Analysis: Babi Yar, a new DAU project?
Autumn would be the perfect time to take a walk through the Kyiv Dorohozhychi park - were it not for the thousands of Shoah victims that lay under the trees. 33,771 persons, mostly Jews, were shot dead here on 29-30 September 1941, a few days after the storming of then Kiev by Nazi troops. It was one of the worse episodes of the "Shoah by bullets". By the end of the Soviet reconquest in December 1943, more than 100,000 persons were to be buried here in mass graves.
The “yari” (canyons) were filled up and flattened. Soviets did not try to dig out the dead after the war. It took the devastating Kurenivka mudslide in 1961 (145 dead according to official figures, up to 1,500 dead according to later investigations) to bring the bones and the skulls back to the surface.
Soviet authorities then felt compelled to acknowledge the Babi Yar massacre and to erect a monument. The 1976 brutalist statues are dedicated to “Soviet victims”, with no distinction of religion, ethnicity or social class.

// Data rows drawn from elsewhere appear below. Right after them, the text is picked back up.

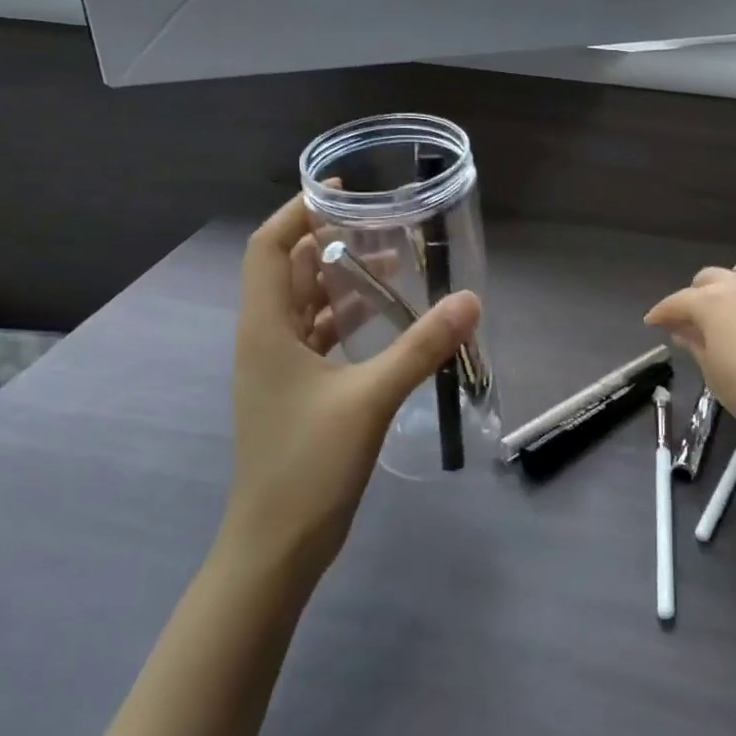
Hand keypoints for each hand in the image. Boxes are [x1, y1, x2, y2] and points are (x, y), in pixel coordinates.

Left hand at [225, 197, 480, 578]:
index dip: (298, 211)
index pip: (270, 248)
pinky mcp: (296, 394)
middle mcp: (265, 340)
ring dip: (342, 281)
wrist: (275, 546)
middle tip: (382, 223)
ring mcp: (279, 370)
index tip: (341, 189)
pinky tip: (384, 321)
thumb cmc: (308, 465)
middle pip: (290, 272)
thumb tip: (470, 300)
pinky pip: (318, 338)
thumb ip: (421, 347)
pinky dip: (346, 319)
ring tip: (391, 264)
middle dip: (331, 241)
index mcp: (265, 329)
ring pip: (306, 306)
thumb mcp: (370, 399)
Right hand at [645, 259, 735, 447]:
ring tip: (728, 307)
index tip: (653, 322)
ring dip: (728, 284)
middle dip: (694, 295)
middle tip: (691, 320)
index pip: (677, 301)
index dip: (662, 313)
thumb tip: (682, 330)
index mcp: (712, 303)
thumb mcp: (713, 372)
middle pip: (708, 278)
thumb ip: (695, 344)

Following the collapse of USSR, various communities tried to fill in the gap and to erect monuments dedicated to their own community tragedies. The park of Babyn Yar (Ukrainian spelling) now counts no less than 10 monuments to Jews, Soviets, Christians, Roms, children, etc.
To overcome the various attempts at commemorating differentiated - sometime contradictory and conflicting - memories, an ambitious project to build a memorial complex was launched during the 2016 official commemorations, 75 years after the tragedy. The museum was supposed to open in 2021, on the occasion of the 80 years following the massacre. Constructions still didn’t start.

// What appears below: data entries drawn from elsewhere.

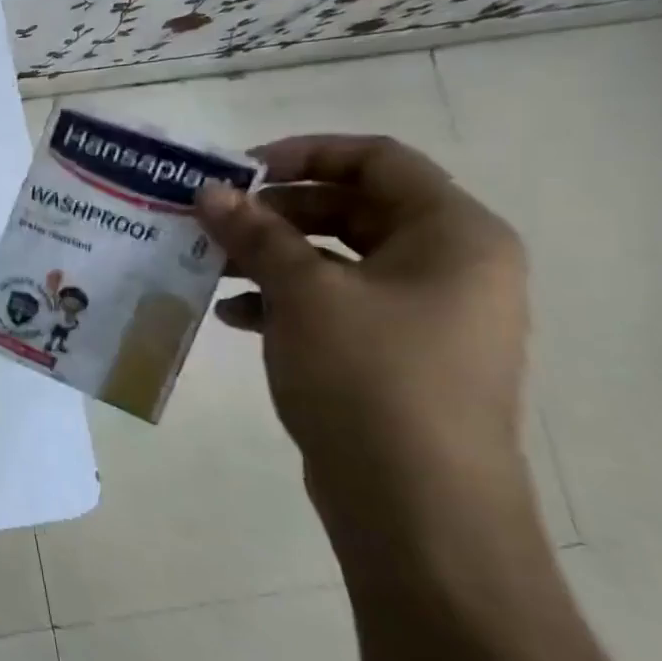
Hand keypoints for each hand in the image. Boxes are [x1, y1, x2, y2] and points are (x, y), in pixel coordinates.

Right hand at [195, 135, 531, 550]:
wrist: (417, 507)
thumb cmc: (372, 378)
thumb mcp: (304, 293)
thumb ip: (256, 233)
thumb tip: (209, 191)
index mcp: (453, 235)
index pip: (378, 160)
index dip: (305, 153)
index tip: (238, 171)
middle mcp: (448, 266)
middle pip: (353, 207)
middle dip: (276, 210)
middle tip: (212, 218)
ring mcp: (422, 314)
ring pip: (336, 258)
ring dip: (270, 254)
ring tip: (209, 263)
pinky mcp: (393, 354)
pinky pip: (333, 303)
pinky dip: (282, 299)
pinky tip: (233, 313)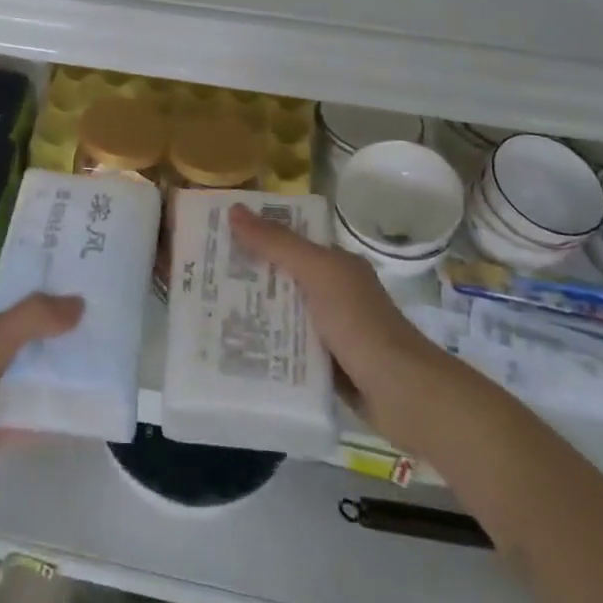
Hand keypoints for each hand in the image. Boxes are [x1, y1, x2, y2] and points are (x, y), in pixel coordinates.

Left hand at [0, 291, 82, 527]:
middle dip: (39, 341)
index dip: (30, 300)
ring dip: (36, 381)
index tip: (71, 303)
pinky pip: (2, 421)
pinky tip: (64, 420)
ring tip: (84, 375)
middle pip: (3, 340)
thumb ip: (34, 319)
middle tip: (86, 338)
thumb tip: (77, 302)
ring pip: (4, 382)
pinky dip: (28, 420)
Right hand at [228, 203, 451, 450]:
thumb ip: (277, 243)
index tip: (213, 237)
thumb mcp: (317, 273)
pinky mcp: (326, 364)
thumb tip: (234, 209)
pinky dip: (267, 345)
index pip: (288, 240)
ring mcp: (330, 330)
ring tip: (208, 313)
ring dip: (253, 313)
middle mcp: (333, 292)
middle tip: (199, 277)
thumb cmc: (359, 322)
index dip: (254, 235)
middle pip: (282, 277)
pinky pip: (288, 347)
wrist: (402, 393)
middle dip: (246, 276)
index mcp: (335, 264)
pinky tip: (236, 349)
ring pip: (283, 313)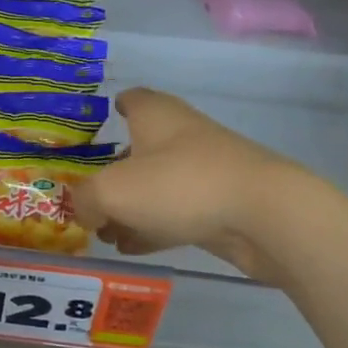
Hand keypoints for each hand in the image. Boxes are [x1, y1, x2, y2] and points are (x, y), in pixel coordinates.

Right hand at [71, 88, 294, 274]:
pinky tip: (133, 248)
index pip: (133, 99)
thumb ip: (85, 199)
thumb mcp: (112, 191)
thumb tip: (84, 209)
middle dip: (115, 172)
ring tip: (106, 233)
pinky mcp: (221, 204)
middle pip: (141, 147)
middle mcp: (181, 134)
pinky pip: (177, 213)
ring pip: (158, 184)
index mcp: (155, 115)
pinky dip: (154, 227)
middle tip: (91, 198)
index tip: (103, 124)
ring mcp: (205, 170)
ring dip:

The project is marred in controversy because of several factors. First, the conceptual approaches to which perception of memory should be promoted have been different from the very start. Second, the co-financing by some Russian oligarchs has caused an uproar among Ukrainian society. Last but not least, the appointment of Ilya Khrzhanovsky as artistic director of the project raises continuous criticism. The Russian artist is the mad - or genius - director of the titanic DAU project. His idea for the Babi Yar memorial are not yet clear yet Vladislav Davidzon sees two risks in his eccentric personality to run the show. First, the import of immersive and emotionally ruthless aspects of the DAU projects (experienced last year by visitors at an exhibition in Paris) may lead to some of the visitors at Babi Yar to undergo fake shootings and live burials. The pedagogical value of such experiences is questionable. Second, the fact that Khrzhanovsky took 14 years to complete the DAU project instead of the 2 that were initially planned hints that the Babi Yar memorial is nowhere to being started, let alone completed.
For more information on the controversy, do read Vladislav Davidzon’s brilliant article in Tablet
As previous years, official remembrance events will take place on 29-30th September. A temporary structure has already been installed to welcome participants.